Mario Proto è un fiume in piena di ricordi, di ricchi e spesso inediti backstage dietro le immagini iconiche che hanno fermato i momenti topici della storia d’Italia. «Ci sono tanti che fanno a botte per apparire, ma io no, a me non interessa. Un giorno, forse, scriverò un libro. Non lo so. Anche di mostre, onestamente, non ne ho fatte molte, solo un paio. Una me l’hanno voluta organizzare in occasione dei quarant’anni di carriera e l’ho voluta dedicare alla memoria del mio caro amico Nicola Calipari [il funzionario SISMI ucciso durante la liberazione della giornalista Giuliana Sgrena, rapita a Baghdad, N.d.R.]. Ho conosciuto Nicola poco dopo il suo trasferimento a Roma dalla Calabria, da dove era stato costretto a spostarsi dopo essere stato pesantemente minacciato dalla ‘ndrangheta. Una persona stupenda, buona, dal sorriso gentile, per me è stato un vero onore. Lo incontrai una quindicina di giorni prima della sua morte in una cerimonia alla caserma sede dei NOCS e mi invitò ad andarlo a trovare per prendere un caffè… poi arrivò la notizia della sparatoria e della liberazione della Sgrena, e io subito immaginai che lui potesse esserne rimasto coinvolto. Mi arrivò la chiamata in redazione per andare sotto casa sua. Mi rifiutai. Non avrei mai potuto».

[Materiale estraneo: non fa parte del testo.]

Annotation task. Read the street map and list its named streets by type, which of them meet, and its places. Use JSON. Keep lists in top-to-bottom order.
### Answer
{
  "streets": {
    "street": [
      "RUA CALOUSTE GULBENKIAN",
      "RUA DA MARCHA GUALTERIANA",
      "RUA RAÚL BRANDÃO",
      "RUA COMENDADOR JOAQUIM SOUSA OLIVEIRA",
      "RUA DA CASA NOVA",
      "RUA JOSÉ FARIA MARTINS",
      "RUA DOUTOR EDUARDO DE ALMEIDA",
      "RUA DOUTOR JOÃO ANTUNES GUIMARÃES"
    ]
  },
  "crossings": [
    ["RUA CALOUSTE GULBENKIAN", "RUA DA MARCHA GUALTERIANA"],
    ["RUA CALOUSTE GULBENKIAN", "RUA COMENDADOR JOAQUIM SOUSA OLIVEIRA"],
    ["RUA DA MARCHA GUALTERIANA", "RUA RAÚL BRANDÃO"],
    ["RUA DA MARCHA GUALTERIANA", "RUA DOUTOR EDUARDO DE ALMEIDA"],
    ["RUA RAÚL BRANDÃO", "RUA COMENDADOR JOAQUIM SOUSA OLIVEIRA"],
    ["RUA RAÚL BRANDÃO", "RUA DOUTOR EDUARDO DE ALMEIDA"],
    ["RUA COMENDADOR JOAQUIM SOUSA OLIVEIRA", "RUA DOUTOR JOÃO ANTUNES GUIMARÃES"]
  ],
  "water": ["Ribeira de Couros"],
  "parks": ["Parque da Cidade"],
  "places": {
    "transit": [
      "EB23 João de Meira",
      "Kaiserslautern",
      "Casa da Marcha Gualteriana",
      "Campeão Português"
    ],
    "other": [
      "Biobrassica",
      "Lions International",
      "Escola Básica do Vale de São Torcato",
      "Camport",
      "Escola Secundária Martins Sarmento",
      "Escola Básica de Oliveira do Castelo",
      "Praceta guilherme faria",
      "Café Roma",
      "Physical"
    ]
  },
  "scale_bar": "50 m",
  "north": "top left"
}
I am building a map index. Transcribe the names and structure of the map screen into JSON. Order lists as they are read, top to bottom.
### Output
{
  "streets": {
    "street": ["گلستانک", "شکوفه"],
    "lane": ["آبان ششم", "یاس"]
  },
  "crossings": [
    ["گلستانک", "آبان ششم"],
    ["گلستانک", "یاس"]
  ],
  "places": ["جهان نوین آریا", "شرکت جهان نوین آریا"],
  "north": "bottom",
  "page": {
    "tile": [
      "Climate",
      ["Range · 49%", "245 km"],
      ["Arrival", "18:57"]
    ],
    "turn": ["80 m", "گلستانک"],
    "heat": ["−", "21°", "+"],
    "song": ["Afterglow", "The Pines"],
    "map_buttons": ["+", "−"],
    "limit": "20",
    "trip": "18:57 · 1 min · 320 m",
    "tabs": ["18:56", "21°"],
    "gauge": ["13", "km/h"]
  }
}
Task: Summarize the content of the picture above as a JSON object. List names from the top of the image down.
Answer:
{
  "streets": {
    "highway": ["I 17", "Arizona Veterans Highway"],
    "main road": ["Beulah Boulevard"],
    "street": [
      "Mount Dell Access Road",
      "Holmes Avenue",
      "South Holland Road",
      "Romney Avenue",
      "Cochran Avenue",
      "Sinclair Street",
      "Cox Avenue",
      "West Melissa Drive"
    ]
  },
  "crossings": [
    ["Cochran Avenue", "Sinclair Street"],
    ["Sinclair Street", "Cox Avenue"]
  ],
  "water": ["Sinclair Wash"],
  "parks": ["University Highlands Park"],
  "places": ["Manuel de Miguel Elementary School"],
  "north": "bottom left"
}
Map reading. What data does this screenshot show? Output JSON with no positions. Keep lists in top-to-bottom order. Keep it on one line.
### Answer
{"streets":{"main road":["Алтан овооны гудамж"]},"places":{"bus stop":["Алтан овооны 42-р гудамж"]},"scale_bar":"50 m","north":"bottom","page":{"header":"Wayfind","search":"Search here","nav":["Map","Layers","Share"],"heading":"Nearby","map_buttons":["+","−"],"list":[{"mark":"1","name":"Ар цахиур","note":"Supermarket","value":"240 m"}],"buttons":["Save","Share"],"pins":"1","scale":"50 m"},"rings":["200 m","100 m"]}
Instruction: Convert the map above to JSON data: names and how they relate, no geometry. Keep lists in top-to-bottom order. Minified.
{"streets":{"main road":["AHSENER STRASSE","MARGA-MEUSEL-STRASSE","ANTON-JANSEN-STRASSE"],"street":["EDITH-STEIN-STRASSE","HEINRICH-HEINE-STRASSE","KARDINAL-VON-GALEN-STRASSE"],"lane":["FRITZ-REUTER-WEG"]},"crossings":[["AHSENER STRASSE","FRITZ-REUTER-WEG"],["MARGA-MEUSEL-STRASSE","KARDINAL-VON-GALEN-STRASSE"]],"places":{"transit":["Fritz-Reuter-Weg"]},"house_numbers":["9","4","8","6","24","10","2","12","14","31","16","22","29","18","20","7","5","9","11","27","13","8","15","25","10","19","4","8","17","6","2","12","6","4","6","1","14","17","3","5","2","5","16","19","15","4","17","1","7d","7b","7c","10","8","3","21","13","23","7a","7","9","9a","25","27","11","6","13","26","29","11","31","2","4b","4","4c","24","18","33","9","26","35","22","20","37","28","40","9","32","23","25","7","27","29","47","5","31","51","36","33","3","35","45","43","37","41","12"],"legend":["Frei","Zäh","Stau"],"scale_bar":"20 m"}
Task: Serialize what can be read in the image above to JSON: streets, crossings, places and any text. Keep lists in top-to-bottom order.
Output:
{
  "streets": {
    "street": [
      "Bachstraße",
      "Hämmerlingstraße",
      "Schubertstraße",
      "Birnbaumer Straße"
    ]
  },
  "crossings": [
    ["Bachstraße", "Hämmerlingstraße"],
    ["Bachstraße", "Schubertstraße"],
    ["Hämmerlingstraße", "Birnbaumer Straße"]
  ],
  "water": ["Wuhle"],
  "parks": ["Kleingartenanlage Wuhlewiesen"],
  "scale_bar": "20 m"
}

Tutte le foto che illustrano questo articolo, tranne dove diversamente indicato, sono di Mario Proto, che ringraziamo per il tempo che ha voluto dedicarci derogando alla sua riservatezza e per il suo straordinario lavoro di testimonianza storica che non si è mai fermato e ancora continua. Il nostro lavoro gli deve tantissimo.